A hole-in-one on a par-three is high unlikely, but making a hole-in-one on a par-five is a very unusual shot. Known as a “condor” this has only been verified four times.
Despite some people believing ‘golf’ to be an acronym for ‘Gentleman Only, Ladies Forbidden’, a quarter of all golfers in the world are women. In fact, women’s golf has a set of five major championships that parallel the men’s game.
Not due to a spectacularly bad shot from earth, but as a result of NASA astronaut Alan Shepard.

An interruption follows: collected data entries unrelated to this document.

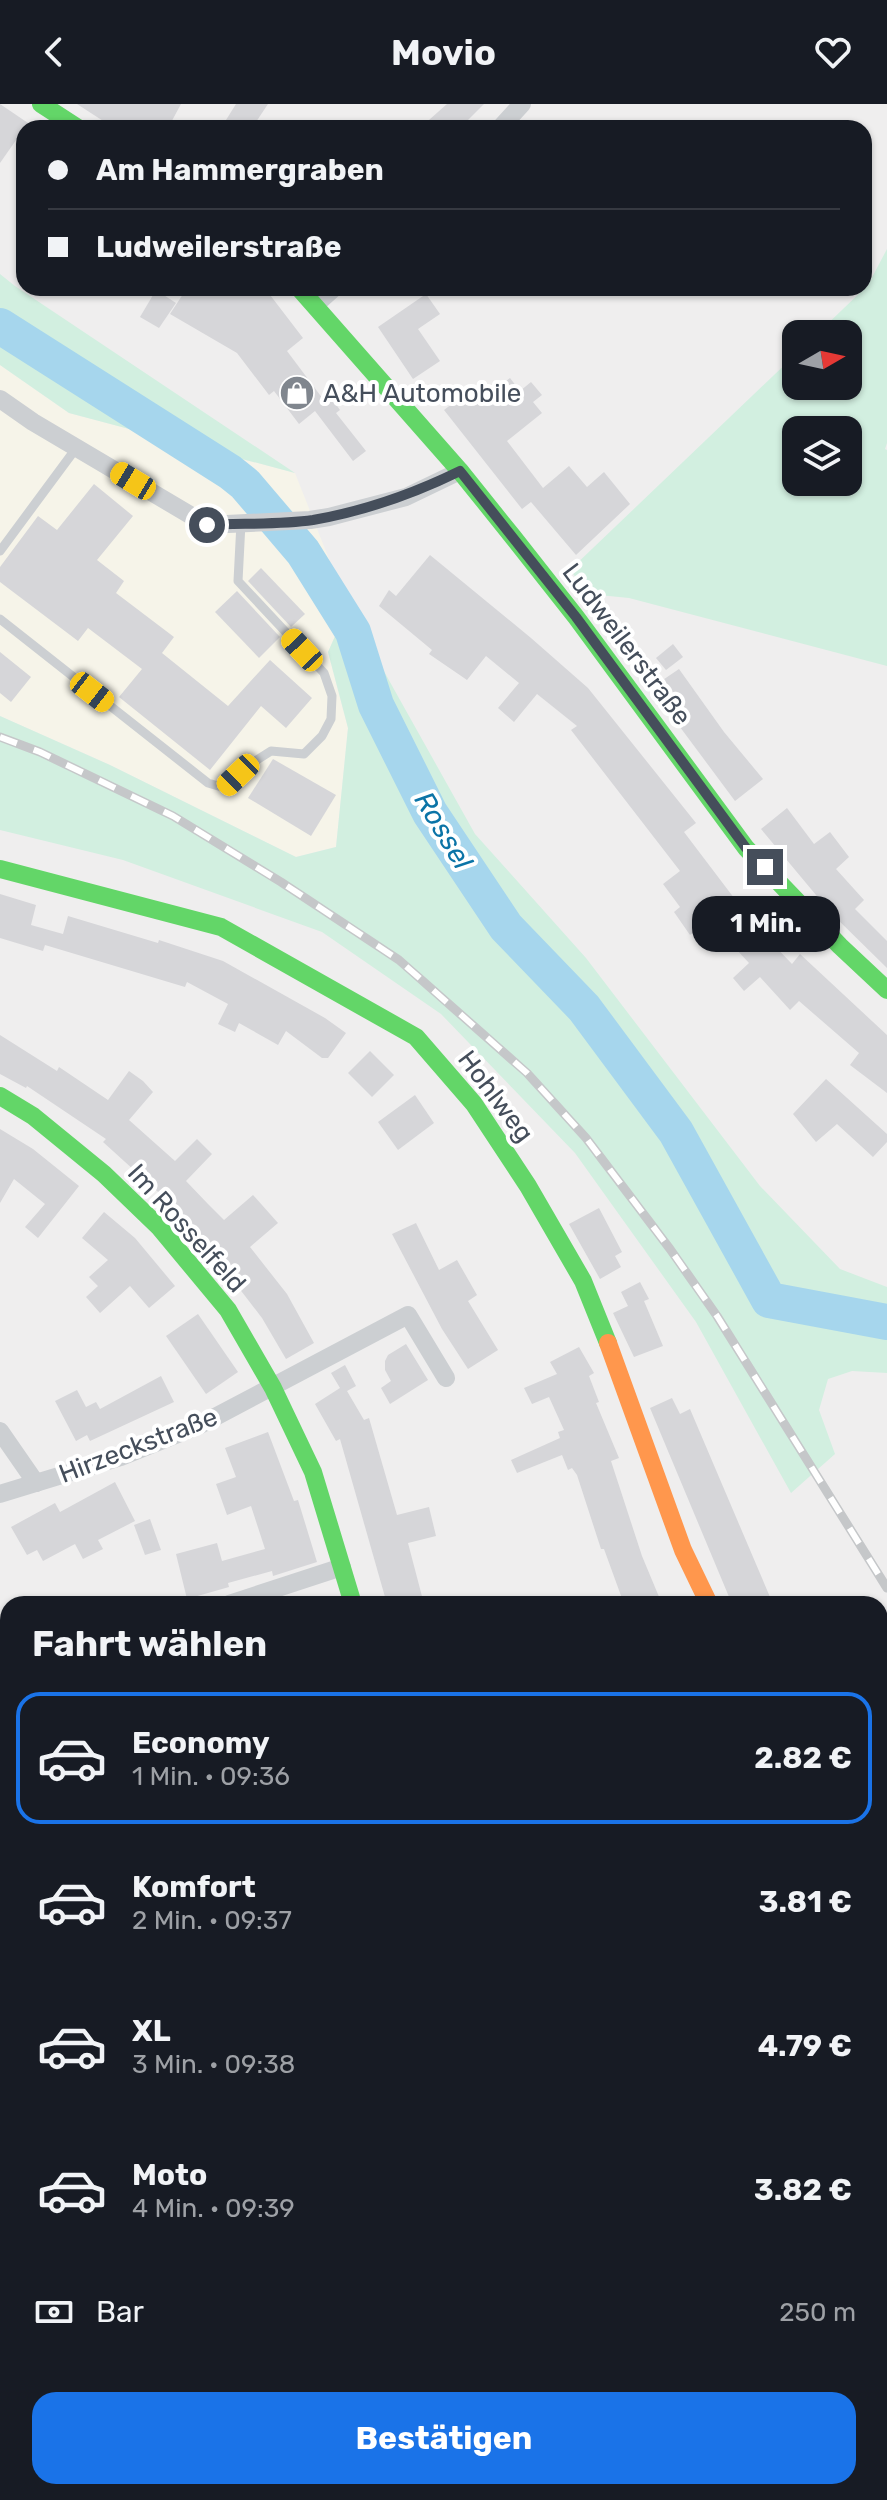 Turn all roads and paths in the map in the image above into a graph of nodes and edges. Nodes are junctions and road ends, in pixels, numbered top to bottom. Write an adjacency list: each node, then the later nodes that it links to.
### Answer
1 (41, 104): 3 (street)
2 (522, 104): 4 (street)
3 (66, 120)
4 (507, 120)
5 (307, 296): 7 (street, Ludweilerstraße)
6 (325, 296): 7 (street)
7 (315, 305): 10 (street, Ludweilerstraße)
8 (0, 399): 9 (street)
9 (77, 447): 11 (street); 12 (lane)
10 (460, 471): 11 (street); 15 (street, Ludweilerstraße)
11 (248, 523): 13 (lane)
12 (0, 551)
13 (0, 619)
14 (0, 869): 25 (street, Hohlweg)
15 (887, 990)
16 (0, 1096): 18 (street, Im Rosselfeld)
17 (446, 1378): 18 (street)
18 (273, 1388): 20 (street, Hirzeckstraße); 22 (street, Im Rosselfeld)
19 (0, 1431): 20 (street)
20 (36, 1483): 21 (street, Hirzeckstraße)
21 (0, 1494)
22 (342, 1567): 23 (street); 24 (street, Im Rosselfeld)
23 (253, 1596)
24 (351, 1596)
25 (705, 1596) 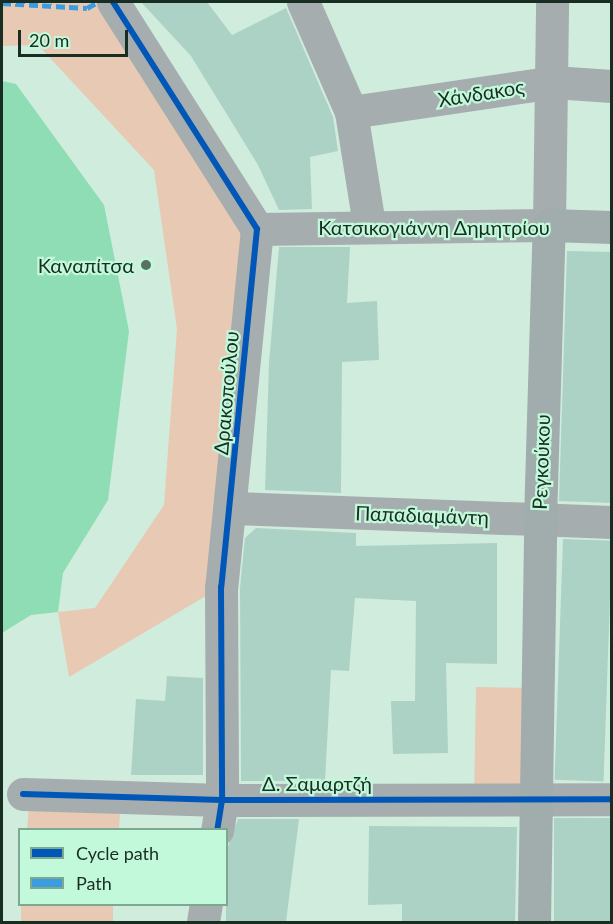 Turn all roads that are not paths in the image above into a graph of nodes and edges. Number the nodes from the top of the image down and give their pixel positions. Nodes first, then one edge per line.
1 (113, 2) edge
2 (303, 2) edge
3 (552, 2) edge
4 (553, 82) junction
5 (612, 86) edge
6 (351, 112) junction
7 (369, 225) junction
8 (549, 225) junction
9 (612, 227) edge
10 (257, 229) junction
11 (232, 508) junction
12 (540, 519) junction
13 (612, 522) edge
14 (23, 794) dead end
15 (536, 799) junction
16 (612, 799) edge
17 (220, 815) edge
18 (206, 906) edge
19 (203, 922) edge
20 (534, 922) edge

1 - 10 street
2 - 6 street
3 - 4 street, Ρεγκούκου
4 - 5 street, Χάνδακος
4 - 6 street, Χάνδακος
4 - 8 street, Ρεγκούκου
6 - 7 street
7 - 8 street, Κατσικογιάννη Δημητρίου
7 - 10 street, Κατσικογιάννη Δημητρίου
8 - 9 main road, Κατσικογιάννη Δημητρίου
8 - 12 main road, Ρεγκούκου
10 - 11 street, Δρακοπούλου
11 - 12 street, Παπαδιαμάντη
11 - 17 street, Δρακοπούλου
12 - 13 street, Παπαδιαμάντη
12 - 15 main road, Ρεγκούκου
14 - 17 street, Δ. Σαμαρτζή
15 - 16 street, Δ. Σαμαρτζή
15 - 17 street, Δ. Σαμαρτζή
15 - 20 main road, Ρεγκούκου
18 - 19 street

Upon becoming the fifth man to step foot on the moon on February 6, 1971, Shepard became the first to hit two golf balls.
After hitting the balls, he said the now famous line: “Miles and miles and miles.”
Every year over 125,000 balls are hit into the water at the famous 17th hole at the Stadium Course at Sawgrass. The Stadium Course, known to many as one of the most difficult golf courses in the world is famous for its signature 17th hole, the “Island Green” which receives a lot of attention for being one of golf’s most difficult holes.
Japan is a country which is rich in traditions, and for avid golfers there’s a tradition which could see them up to $10,000 out of pocket.
If a Japanese golfer gets a hole-in-one they are obligated to share their good luck by throwing a party for all their golfing friends. This tradition has led to many golfers taking out “hole-in-one” insurance.
Quentin Tarantino confirmed that avid golfer and actor Samuel L Jackson has a clause introduced to his movie contracts that allow him to play golf twice a week during filming.
In 1963, Jim Armstrong of Phoenix was hit by two unfortunate “crazy bounces”. The first shot hit a tee marker and then bounced back to him in the forehead. After coming round, Armstrong teed up his second shot which astonishingly hit the same marker and bounced back hitting his kneecap.
According to scientists the chances of making two holes-in-one during a single round of golf are one in 67 million.